HAVANA (Reuters) - Colombia’s leftist FARC rebels on Wednesday cast doubt on the chances of reaching a peace agreement with the Colombian government by a March 23 deadline, despite a pledge by President Juan Manuel Santos to urgently press for a deal.
The government and guerrillas of the Revolutionary Armed Forces of Colombia (FARC) have been negotiating in Cuba for three years to end Latin America’s longest war, which has killed 220,000 and displaced millions since 1964.
Upon reaching a breakthrough on Sept. 23, the two sides set a six-month deadline for a final agreement.
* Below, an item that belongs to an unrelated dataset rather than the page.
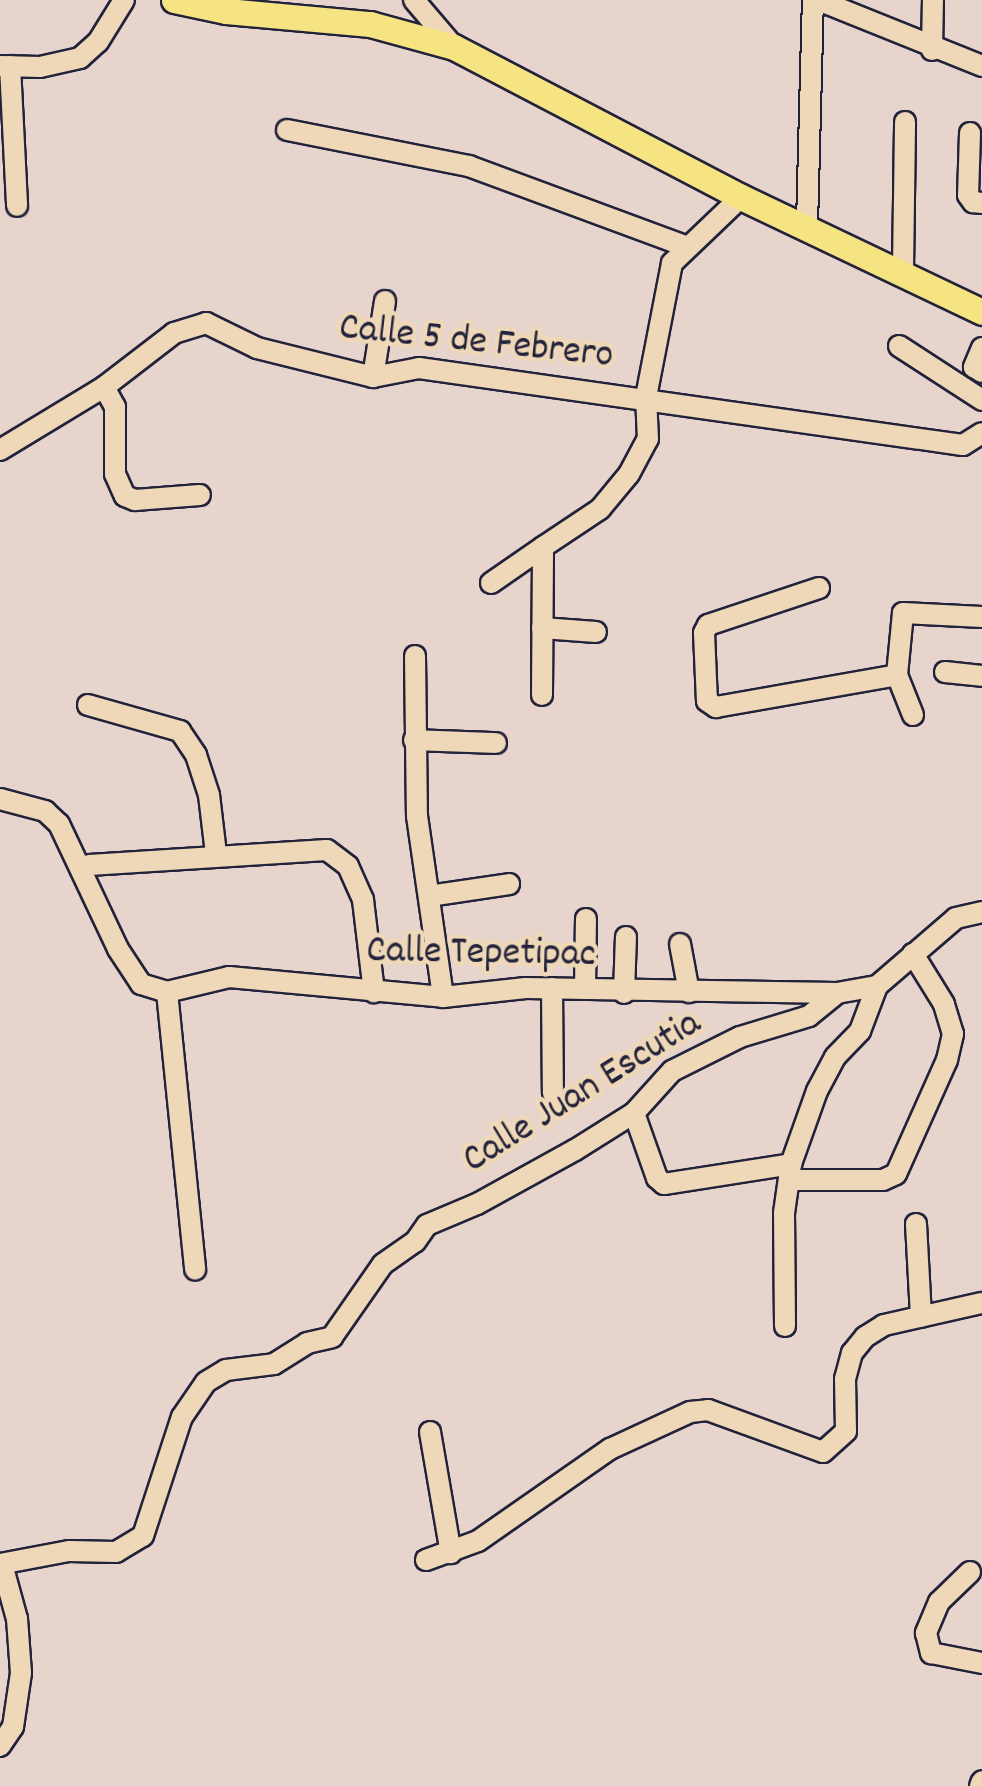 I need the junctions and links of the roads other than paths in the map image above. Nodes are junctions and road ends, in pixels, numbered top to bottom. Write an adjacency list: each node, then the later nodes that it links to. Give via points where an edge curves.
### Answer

That was announced with great fanfare as Santos travelled to Havana and joined hands with rebel leader Timochenko and Cuban President Raul Castro, but the FARC has since hedged on the date.
“We are trying to do the impossible to make the 23rd (of March), but there are objective reasons that certainly will prevent us from reaching it,” Joaquin Gomez, one of the FARC negotiators, told reporters in Havana.
“There are major stumbling blocks such as the clarification and dismantling of paramilitary groups, plus a large number of others, that have not been possible to overcome, and not because we are intentionally against the deadline,” he said.
The Colombian conflict has involved several sides including right-wing paramilitary groups, smaller leftist guerrilla forces, and international drug traffickers.
Although peace talks are only between the FARC and the government, they have agreed to extend amnesty to former paramilitary combatants as well.
Special tribunals would attempt to apply leniency whenever possible for those who admit misdeeds but deny amnesty for war crimes and crimes against humanity.
The two sides signed the deal on creating the tribunals and providing reparations to war victims in December, leading Santos to say they were closer than ever to a final agreement.
Talks reconvened on Wednesday after being on hiatus since then. Last week, Santos said he had given instructions to his negotiating team to “press the accelerator” with the idea of meeting the March 23 deadline. He also announced his intention to call special sessions of Congress to clear any hurdles.
The final agenda point to be negotiated is on reaching a definitive bilateral ceasefire. They have already reached partial agreements on justice, land reform, combating drug trafficking and legalizing the FARC as a political party.
Any comprehensive agreement would then be placed before Colombian voters for approval.